The publication discusses a number of other studies that have indicated beneficial associations for linoleic acid and mortality across distinct populations. A recent meta-analysis of prospective cohort studies also points out a meaningful reduced risk in coronary heart disease by linoleic acid in a dose-dependent fashion. Notably, changes in dietary intake of one fatty acid are often linked to concomitant changes in other lipid components of the diet. Currently, the debate on the potential beneficial effects of dietary linoleic acid is open, as meta-analyses of intervention studies have pointed to both protective and deleterious effects of increased dietary intake of omega-6 PUFA and linoleic acid on coronary heart disease and death. A more detailed analysis of the effects that can be uniquely attributed to changes in dietary linoleic acid compared to other PUFA and other fatty acids is highly desirable, to extricate the interdependent effects present in intervention trials.

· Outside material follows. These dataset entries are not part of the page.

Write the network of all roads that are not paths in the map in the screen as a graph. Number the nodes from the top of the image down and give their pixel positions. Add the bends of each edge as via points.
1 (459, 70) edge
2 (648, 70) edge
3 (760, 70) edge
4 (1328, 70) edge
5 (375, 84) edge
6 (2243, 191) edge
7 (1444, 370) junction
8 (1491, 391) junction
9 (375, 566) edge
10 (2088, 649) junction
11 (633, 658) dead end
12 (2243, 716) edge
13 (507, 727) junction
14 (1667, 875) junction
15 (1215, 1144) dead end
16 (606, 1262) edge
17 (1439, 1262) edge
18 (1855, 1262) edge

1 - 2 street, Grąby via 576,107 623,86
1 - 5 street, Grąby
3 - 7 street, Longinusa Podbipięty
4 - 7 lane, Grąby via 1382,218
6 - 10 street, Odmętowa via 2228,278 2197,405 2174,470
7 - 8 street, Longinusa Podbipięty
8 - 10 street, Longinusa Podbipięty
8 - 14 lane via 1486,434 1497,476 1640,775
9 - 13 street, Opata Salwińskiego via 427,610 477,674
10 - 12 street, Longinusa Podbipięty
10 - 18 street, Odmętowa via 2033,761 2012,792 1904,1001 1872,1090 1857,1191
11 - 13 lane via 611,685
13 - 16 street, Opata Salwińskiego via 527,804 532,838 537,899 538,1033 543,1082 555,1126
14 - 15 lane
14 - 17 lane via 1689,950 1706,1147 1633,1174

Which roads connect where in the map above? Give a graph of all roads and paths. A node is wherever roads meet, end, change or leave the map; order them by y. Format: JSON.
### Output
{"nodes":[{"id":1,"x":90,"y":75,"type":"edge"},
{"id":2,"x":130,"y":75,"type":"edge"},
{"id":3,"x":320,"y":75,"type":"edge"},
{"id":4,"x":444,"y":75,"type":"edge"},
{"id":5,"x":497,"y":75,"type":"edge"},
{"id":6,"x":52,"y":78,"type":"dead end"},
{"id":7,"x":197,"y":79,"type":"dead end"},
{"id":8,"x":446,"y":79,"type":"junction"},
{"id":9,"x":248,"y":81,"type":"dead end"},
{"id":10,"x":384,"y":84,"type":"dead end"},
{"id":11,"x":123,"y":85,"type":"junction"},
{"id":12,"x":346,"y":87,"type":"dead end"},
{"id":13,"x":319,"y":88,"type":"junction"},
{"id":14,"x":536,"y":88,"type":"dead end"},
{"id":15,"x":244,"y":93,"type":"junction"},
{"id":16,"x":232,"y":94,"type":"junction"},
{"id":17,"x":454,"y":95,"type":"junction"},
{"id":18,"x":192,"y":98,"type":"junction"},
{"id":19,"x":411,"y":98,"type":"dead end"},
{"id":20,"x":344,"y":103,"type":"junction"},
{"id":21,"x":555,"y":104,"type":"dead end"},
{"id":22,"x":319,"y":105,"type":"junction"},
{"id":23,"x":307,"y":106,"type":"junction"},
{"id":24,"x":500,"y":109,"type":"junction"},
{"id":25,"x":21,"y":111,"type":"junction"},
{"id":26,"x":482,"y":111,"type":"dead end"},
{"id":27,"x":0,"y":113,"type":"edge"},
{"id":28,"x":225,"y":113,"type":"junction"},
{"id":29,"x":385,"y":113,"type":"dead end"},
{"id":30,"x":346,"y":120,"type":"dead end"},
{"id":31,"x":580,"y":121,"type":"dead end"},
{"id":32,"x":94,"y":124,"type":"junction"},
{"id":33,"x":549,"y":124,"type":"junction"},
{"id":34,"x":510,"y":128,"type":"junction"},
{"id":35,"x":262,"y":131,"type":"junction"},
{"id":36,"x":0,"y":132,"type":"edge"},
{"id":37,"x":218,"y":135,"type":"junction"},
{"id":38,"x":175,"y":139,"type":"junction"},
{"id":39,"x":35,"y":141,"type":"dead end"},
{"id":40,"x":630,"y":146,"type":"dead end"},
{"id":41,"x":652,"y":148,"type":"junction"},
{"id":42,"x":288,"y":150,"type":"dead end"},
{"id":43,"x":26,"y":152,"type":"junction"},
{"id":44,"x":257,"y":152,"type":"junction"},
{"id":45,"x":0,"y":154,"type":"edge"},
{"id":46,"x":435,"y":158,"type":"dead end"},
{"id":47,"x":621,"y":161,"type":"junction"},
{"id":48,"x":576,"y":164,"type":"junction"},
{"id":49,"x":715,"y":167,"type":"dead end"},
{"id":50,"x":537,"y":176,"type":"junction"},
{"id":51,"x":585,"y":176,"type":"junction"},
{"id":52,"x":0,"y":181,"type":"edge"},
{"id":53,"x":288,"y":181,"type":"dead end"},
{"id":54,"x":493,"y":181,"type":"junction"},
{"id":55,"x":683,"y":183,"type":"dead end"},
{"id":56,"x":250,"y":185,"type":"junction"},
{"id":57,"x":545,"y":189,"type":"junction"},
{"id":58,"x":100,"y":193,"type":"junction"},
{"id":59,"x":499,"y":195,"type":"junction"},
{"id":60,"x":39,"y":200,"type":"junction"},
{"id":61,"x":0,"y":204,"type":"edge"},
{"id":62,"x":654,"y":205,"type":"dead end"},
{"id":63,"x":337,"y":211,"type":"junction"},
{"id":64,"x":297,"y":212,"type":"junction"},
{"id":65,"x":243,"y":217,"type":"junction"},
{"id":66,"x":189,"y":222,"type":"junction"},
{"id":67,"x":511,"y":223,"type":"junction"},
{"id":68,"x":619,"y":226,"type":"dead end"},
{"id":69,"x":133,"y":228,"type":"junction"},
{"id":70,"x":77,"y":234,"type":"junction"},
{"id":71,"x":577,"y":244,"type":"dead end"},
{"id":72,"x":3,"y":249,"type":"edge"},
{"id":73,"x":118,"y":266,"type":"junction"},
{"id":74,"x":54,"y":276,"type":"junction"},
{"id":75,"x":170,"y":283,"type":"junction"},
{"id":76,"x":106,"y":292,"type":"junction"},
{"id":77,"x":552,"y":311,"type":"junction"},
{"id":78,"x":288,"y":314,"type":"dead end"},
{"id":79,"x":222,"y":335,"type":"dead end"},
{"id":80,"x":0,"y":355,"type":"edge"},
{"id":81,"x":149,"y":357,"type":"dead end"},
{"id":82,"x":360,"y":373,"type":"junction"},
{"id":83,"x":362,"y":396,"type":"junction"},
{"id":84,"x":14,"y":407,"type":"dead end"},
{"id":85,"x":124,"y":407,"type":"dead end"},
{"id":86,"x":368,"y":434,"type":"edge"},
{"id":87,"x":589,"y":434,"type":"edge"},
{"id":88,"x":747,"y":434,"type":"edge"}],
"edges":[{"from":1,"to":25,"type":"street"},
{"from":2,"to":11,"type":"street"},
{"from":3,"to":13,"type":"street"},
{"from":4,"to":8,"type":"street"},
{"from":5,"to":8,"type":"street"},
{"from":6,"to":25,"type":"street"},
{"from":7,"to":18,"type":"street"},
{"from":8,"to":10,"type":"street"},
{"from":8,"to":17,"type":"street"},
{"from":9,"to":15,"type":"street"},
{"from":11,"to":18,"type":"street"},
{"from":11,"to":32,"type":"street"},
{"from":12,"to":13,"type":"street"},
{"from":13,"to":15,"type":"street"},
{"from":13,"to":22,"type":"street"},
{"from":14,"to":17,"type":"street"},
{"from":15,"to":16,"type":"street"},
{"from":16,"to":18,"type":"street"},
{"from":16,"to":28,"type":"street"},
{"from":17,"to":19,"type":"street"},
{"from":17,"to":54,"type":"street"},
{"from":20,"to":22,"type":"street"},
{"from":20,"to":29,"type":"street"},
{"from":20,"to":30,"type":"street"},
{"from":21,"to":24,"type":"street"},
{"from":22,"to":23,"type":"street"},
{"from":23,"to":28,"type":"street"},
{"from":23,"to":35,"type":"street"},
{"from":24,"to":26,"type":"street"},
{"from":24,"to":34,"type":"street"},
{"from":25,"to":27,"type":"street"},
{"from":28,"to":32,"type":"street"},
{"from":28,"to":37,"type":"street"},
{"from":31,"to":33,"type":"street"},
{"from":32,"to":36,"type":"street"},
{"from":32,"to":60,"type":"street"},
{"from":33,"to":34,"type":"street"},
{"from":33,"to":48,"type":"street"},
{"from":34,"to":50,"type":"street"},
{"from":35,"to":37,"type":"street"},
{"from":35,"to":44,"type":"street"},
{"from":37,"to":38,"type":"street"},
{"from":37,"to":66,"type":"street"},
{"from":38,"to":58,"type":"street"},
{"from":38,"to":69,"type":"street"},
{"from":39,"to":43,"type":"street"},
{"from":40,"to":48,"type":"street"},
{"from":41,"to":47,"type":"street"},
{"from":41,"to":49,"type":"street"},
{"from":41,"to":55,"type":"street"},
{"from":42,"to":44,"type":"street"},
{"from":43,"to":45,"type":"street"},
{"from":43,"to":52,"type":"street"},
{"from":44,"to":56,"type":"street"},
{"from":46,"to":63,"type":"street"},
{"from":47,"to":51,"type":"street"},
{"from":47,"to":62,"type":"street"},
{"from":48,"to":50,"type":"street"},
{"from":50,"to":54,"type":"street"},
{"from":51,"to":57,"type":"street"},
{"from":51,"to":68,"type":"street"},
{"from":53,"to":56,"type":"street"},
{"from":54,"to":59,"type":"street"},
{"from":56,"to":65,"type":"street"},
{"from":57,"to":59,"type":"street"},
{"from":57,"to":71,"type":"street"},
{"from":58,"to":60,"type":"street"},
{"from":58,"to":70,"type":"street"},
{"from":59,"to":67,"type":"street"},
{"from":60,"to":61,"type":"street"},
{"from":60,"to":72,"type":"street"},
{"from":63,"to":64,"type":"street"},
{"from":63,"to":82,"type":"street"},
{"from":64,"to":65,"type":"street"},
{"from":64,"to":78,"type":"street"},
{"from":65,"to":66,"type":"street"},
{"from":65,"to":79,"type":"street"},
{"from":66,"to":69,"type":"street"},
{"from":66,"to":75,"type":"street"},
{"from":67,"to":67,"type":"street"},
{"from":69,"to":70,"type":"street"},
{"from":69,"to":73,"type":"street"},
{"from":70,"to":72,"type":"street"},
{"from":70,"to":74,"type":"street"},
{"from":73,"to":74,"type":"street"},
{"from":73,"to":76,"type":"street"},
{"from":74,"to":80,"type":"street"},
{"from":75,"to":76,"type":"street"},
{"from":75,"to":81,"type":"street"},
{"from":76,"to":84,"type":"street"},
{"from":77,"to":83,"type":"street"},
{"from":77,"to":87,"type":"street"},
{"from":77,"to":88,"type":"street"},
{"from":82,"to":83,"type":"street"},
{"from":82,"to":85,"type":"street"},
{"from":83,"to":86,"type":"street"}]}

The results of this study indicate that linoleic acid in plasma phospholipids may be a predictor for the risk of non-arrhythmic type of cardiovascular death, such as heart failure, in elderly Americans. Omega-3 LCPUFA levels appear to be associated with reducing the mortality caused by arrhythmias. Future studies that explore the mechanism whereby linoleic acid itself might be involved in lowering CVD, and in combination with omega-3 LCPUFA EPA and DHA, are clearly of interest, to understand such potential complementary actions on different aspects of cardiovascular disease. It is interesting to see that we can gain further appreciation for the “essentiality” of both the omega-6 and omega-3 fatty acids, which are not necessarily competing to achieve better health. Especially in the elderly, where risk of CVD is greatest, this seems worthy of further examination and scrutiny.